Apparently she does this regularly. She told a student last year that she could really picture that student doing a nutrition residency (of all things??). The student's response? "You know, I've always considered doing that!"

Monday 25 November 2013

Responsibility Time

Today was the first day of my first roster of fifth year. I am one of three unlucky bastards whose first roster is anaesthesia.

Now, the first roster is bound to be pretty intimidating. Despite four years of wandering around the vet tower, we haven't actually been in the hospital part more than one or two times. We basically have no idea where anything is, what anything's called, or where anything goes. We also have no clue how to use the computer system. Oh, and we have next to no practical skills.

I thought the first day might ease us into it. Boy was I wrong.

The reason I thought that was because we didn't start until 8:30, and had an hour tutorial. Sounds like a cruisy morning, right? Well, I guess that part was. The tutorial was pretty much what I expected: here's a reference list for this and that, here's how to check the cuff on your ET tubes. Okay, I got this.

Then at 9:45 (because the tutorial went over time, of course), we get given a list of patients for the day. A list which spans 3 sticky notes, and has four patients circled for us to do as soon as possible. And by that I mean, the surgeons want the 3 dentals to be ready to go by 10:30. We're told to go "work up the cases." At this point I haven't really figured out what that means.

The tech says "Today is probably going to be a little stressful, we have a lot going on today." Isn't that a great thing to hear, when you have no clue what you're doing?

We then get sent to the wards to start "working up" our patients. We manage to locate one of the three animals, get a lead on him, and then stand around looking lost in the middle of the ICU. Techs are all around us, but they're rather busy doing ICU stuff. We know we're supposed to use the computer system to look up a bunch of history stuff, but we don't even know how to log in. We're capable enough to take the vital signs and listen to the lungs, but from there, well... there was a lot of "Can you help us?"

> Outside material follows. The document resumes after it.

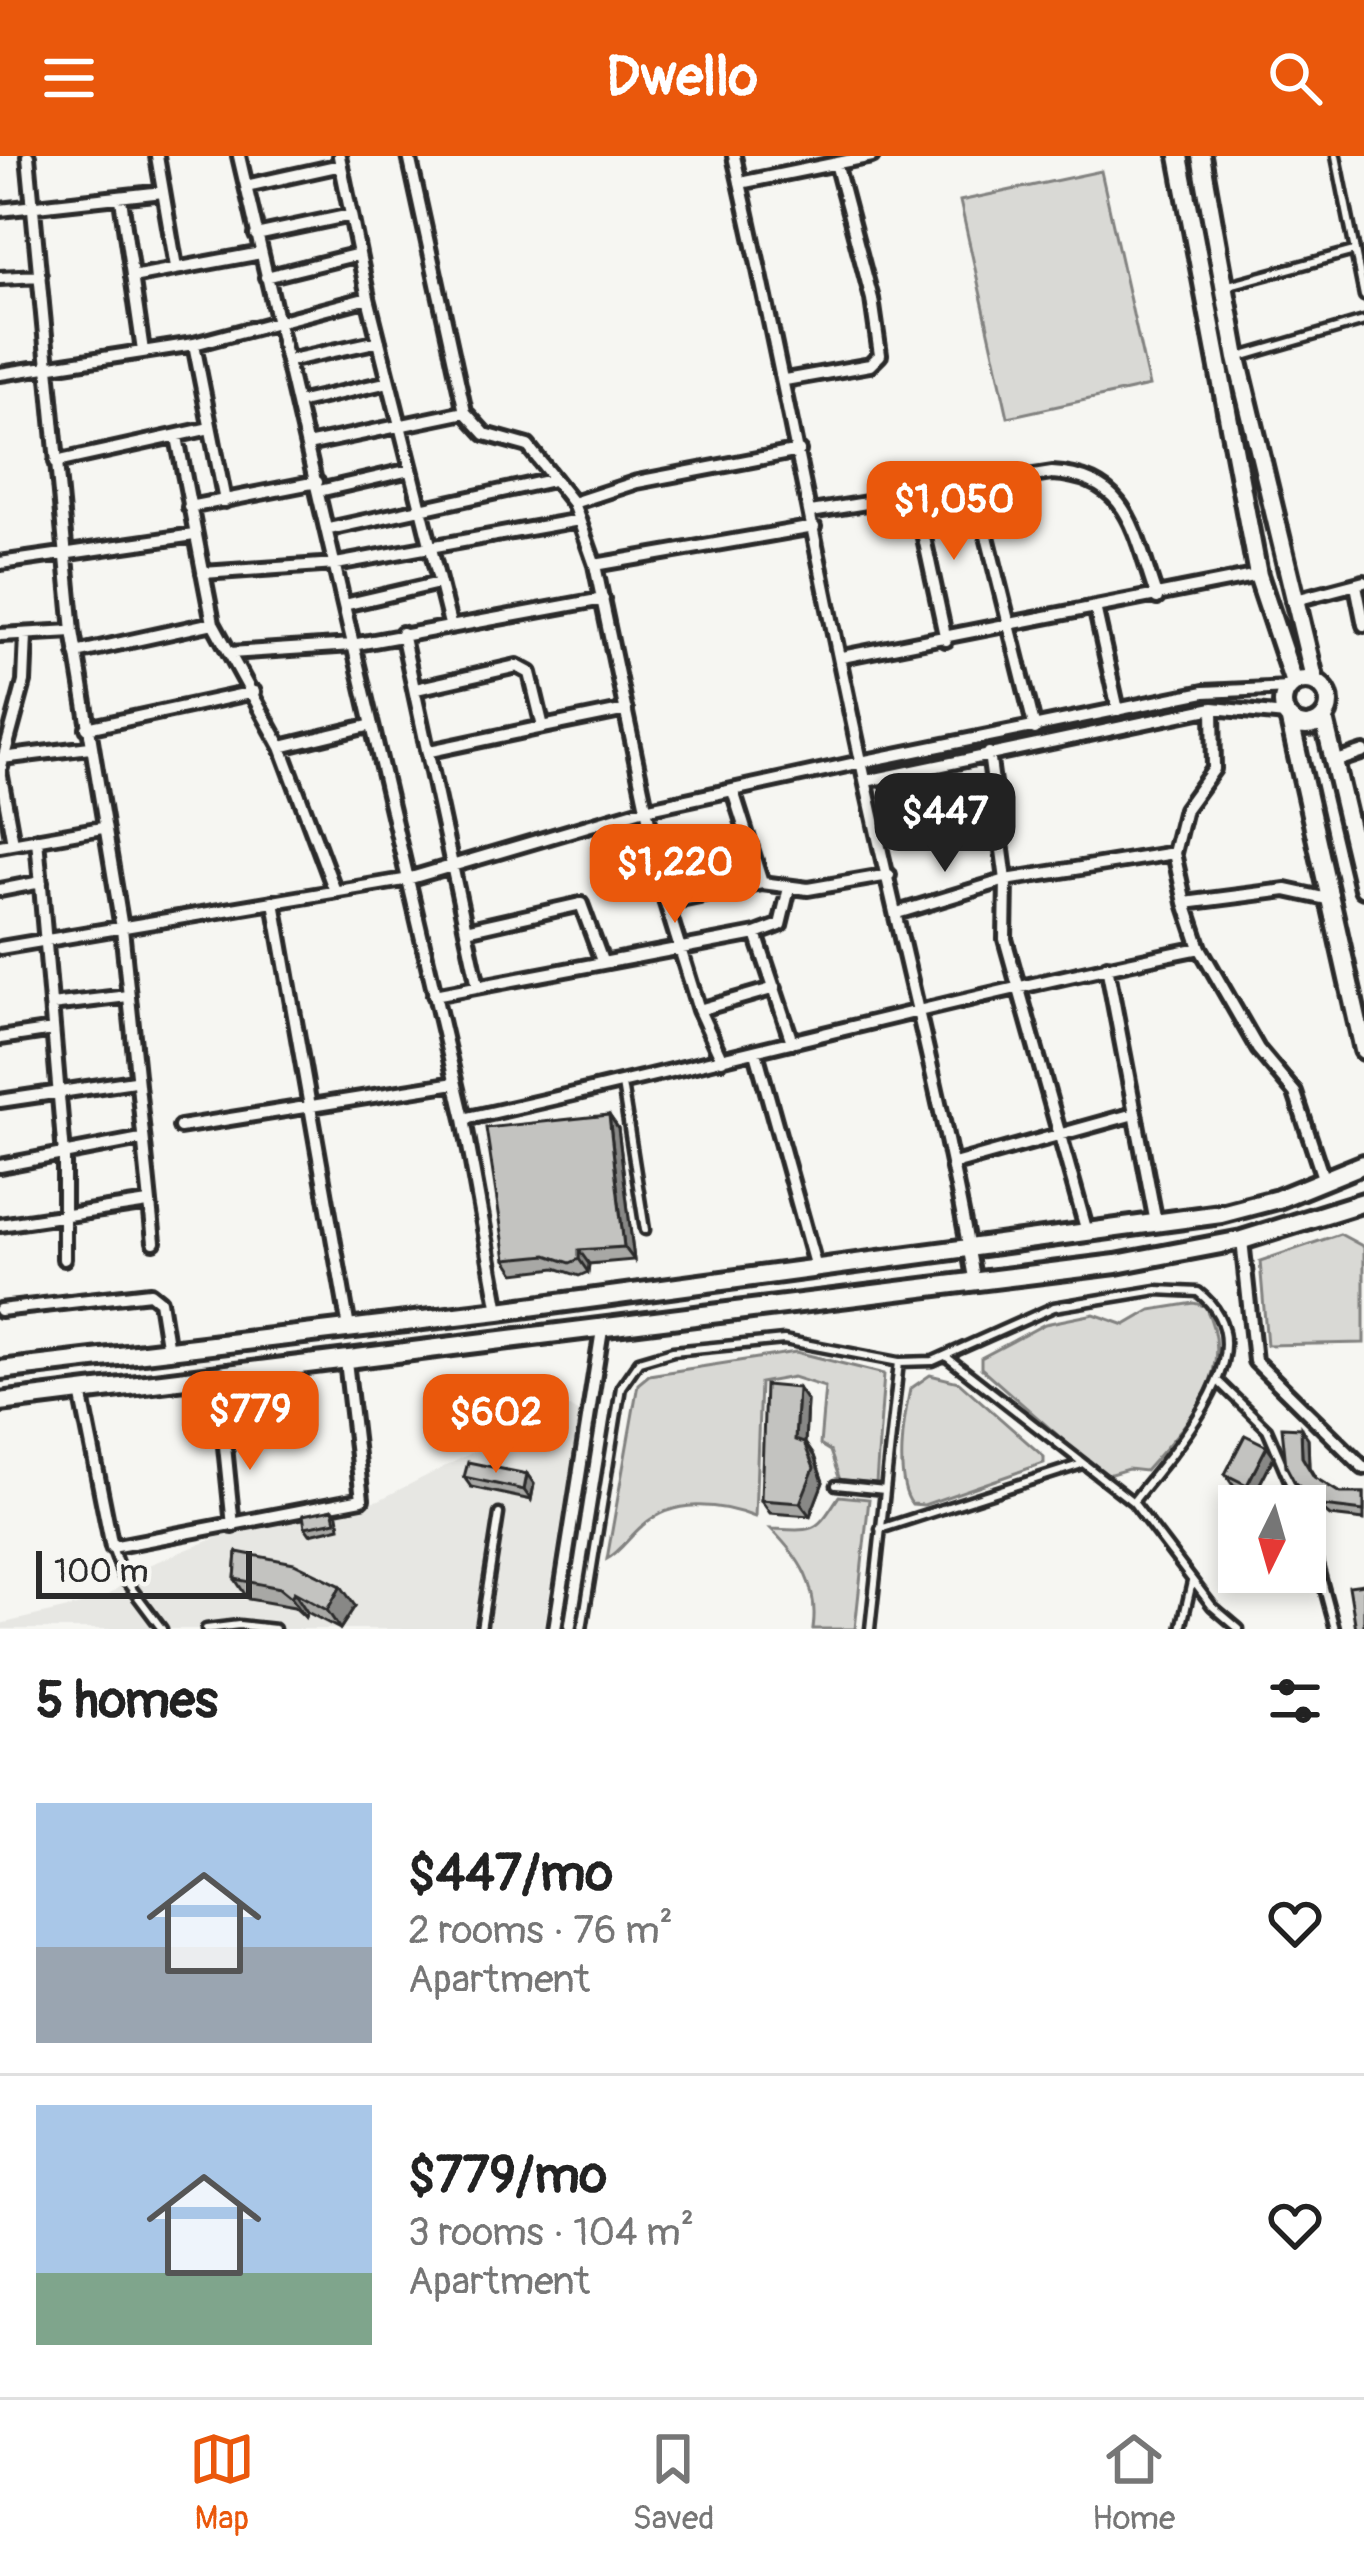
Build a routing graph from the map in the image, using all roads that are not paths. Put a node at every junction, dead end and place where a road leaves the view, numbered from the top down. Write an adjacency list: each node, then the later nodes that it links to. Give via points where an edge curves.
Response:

Eventually they figured out that we were floundering on our own, and proper people stuck with us to help us out. This wasn't until after we'd already floundered around with 2 animals. The morning was a bit of a blur, a lot of "we need this dog ready right away" and "here's the blood, go run a PCV/TP." It's not that PVC/TP is a difficult thing to do, it's just that it's a bit of an obstacle when you've only done one in your life, forgotten how to do it entirely, and also have no clue where the machines are in this place.

Once the cases were worked up, the proper anaesthesia started. Somehow I didn't quite have a case all to myself. The other two students got their animals induced and into surgery, and I had the delightfully stressful job of tag-teaming them out for lunch breaks. This involved getting thrown into a surgical theatre, given a rundown of the readings, and then left on my own to monitor. A live animal. Getting a real surgery on its knee. I'm still trying to remember what all the numbers mean, let alone what to do when one goes bad.

Fortunately they were super easy, and all I did was write down the numbers and Xs and Os on the chart for twenty minutes (you draw a little graph over time of the heart rate and respiratory rate and blood pressure). The stressful part was mainly in the "holy crap I'm just alone in front of all these machines, with complete responsibility for this patient."

In the afternoon, we had rounds. They're basically a tutorial, with the vet running the roster teaching us students. We went over all the classes of drugs and their side effects, all the monitoring equipment and appropriate values, and fluids. It was basically a crash course of everything we've learned about anaesthesia over the past few years, in the last 3 or so hours of the most hectic, overwhelming day of vet school.

When I finally got home, what better could have completed my day than to find out I got in trouble for writing a snarky comment on one of my exams. To be fair, even the course coordinator knows it was a stupid question.